The Cost of Efficiency

Automated Out of Existence

U.S. companies have become far more efficient in the way they operate their businesses. Investments in automation have borne fruit. The S&P 500 hit an all time high this year as the longest bull market in history continues. Products and services are becoming cheaper and it’s easier for consumers to make purchases. Much of the business processes that formerly required human intervention have been replaced with technology. Customer service representatives, for better or worse, are now “chat bots,” engineers work alongside machines on the factory floor, and heavy lifting in fulfillment centers is done by robots. All this automation comes at a steep price: human jobs. Is the cost of efficiency justified?

Wage Stagnation

Market investors and company executives have benefited enormously from business automation. Stratospheric stock prices and generous compensation packages have minted many millionaires this past decade. However, those on the lower rungs of the corporate hierarchy haven’t shared in the spoils. Companies are battling to stay competitive, which is why so much is being invested into automation that, over the long run, will cut the costs of their operations. Unskilled workers, or company employees without the pedigree or experience needed to fill white collar jobs, are suffering as a result of these investments.

Many of these struggles are voiced by workers in the manufacturing and retail fields. Robots are now permanent fixtures on the assembly line. Brick and mortar retail stores are going digital. The shifting industrial landscape prevents these unskilled workers from switching jobs, as they don’t have the right skill sets to do so. Increased automation also decreases employers’ dependence on unskilled labor. Therefore, unskilled workers have poorer bargaining positions and, as a result, receive stagnant wages.

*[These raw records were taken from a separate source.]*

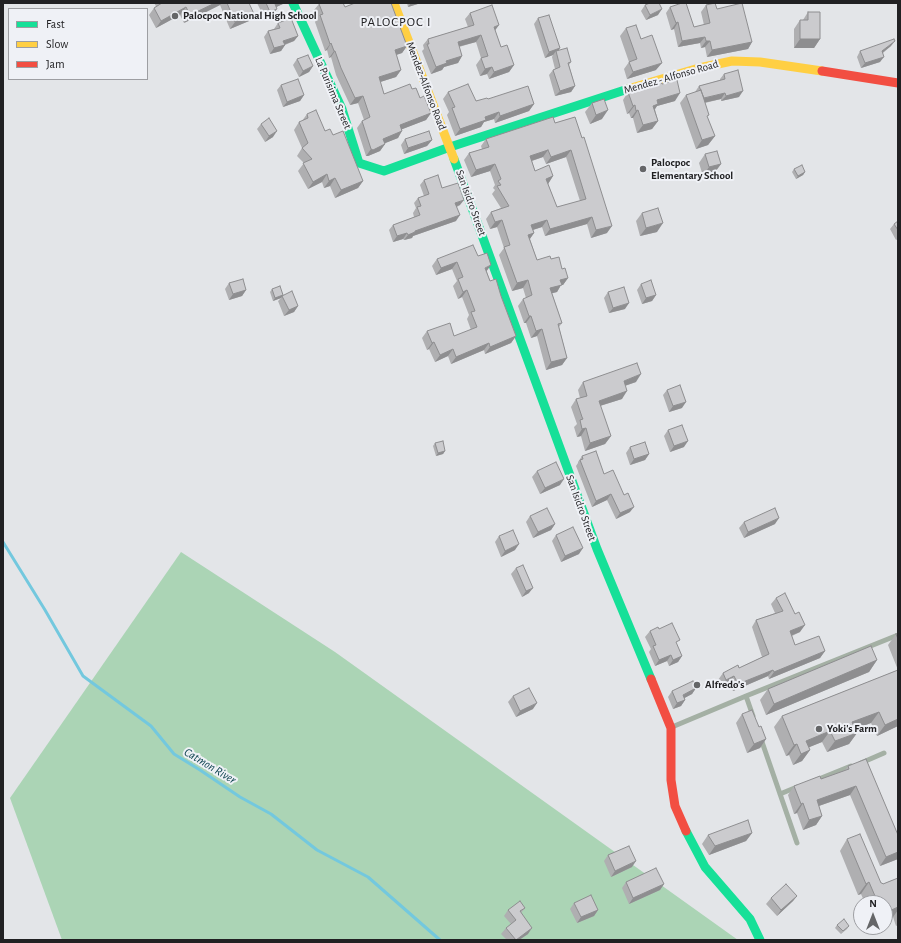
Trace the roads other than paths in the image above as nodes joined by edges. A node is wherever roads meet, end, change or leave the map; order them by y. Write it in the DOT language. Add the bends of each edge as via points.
graph roads {
  1 [pos="293,3"];
  2 [pos="394,3"];
  3 [pos="898,83"];
  4 [pos="450,147"];
  5 [pos="898,635"];
  6 [pos="746,696"];
  7 [pos="756,724"];
  8 [pos="671,728"];
  9 [pos="758,731"];
  10 [pos="884,753"];
  11 [pos="810,783"];
  12 [pos="802,786"];
  13 [pos="780,794"];
  14 [pos="797,843"];
  15 [pos="760,940"];
  1 -- 4 [label="street, La Purisima Street" via="342,109 359,163 384,171"];
  2 -- 4 [label="street, Mendez-Alfonso Road"];
  3 -- 4 [label="street, Mendez - Alfonso Road" via="760,62 732,61 648,82"];
  4 -- 8 [label="street, San Isidro Street" via="596,549"];
  5 -- 6 [label="lane"];
  6 -- 7 [label="lane"];
  6 -- 8 [label="lane"];
  8 -- 15 [label="street, San Isidro Street" via="671,780 675,806 705,867 750,919"];
  9 -- 13 [label="lane"];
  10 -- 11 [label="lane"];
  12 -- 13 [label="lane"];
  13 -- 14 [label="lane"];
}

The Threat to Skilled Workers

Workers in financial services, legal, and even medical fields are finding that their skills are growing obsolete. Software is used to review large pools of data that formerly required a paralegal. Diagnoses are now made by technology programs that formerly required a doctor. Financial products are sold to investors online, rather than by a broker over the phone. As more and more jobs are automated, we will see an uptick in unemployment. Critics of this argument state that just as many, if not more, jobs will be created as automation increases. However, most of the jobs created as a result of automation won’t have the skilled workers needed to fill them.

Upskill, Beg, or Revolt?

Workers must take it upon themselves to develop the skills necessary for the jobs of the future. We cannot rely on the government to train the masses about new technology when senators don’t even understand the effect technology has on the population. Online training courses, books, and bootcamps are all worthwhile investments of time and money in better securing your future employability. A more likely alternative that many will take is government welfare. Upskilling is hard compared to filling out a welfare registration form. The easy route may prove treacherous, though, as the increased number of government dependents will shrink the pool of money to dispense. If this pool dries up, you can expect revolts.

Preparing for the Future

Worker displacement poses an enormous threat to the future of our country. It is not too late to act. Companies can invest in training prospective workers on the skills they need to fill job openings. It’s a fair price to pay for the cost of efficiency. Governments can wake up to the fact that this problem will not solve itself. We, as preppers, need to continue to train ourselves the skills necessary to stay employable. I can only hope that the masses take it upon themselves to act. Otherwise, things may very well take a dark turn.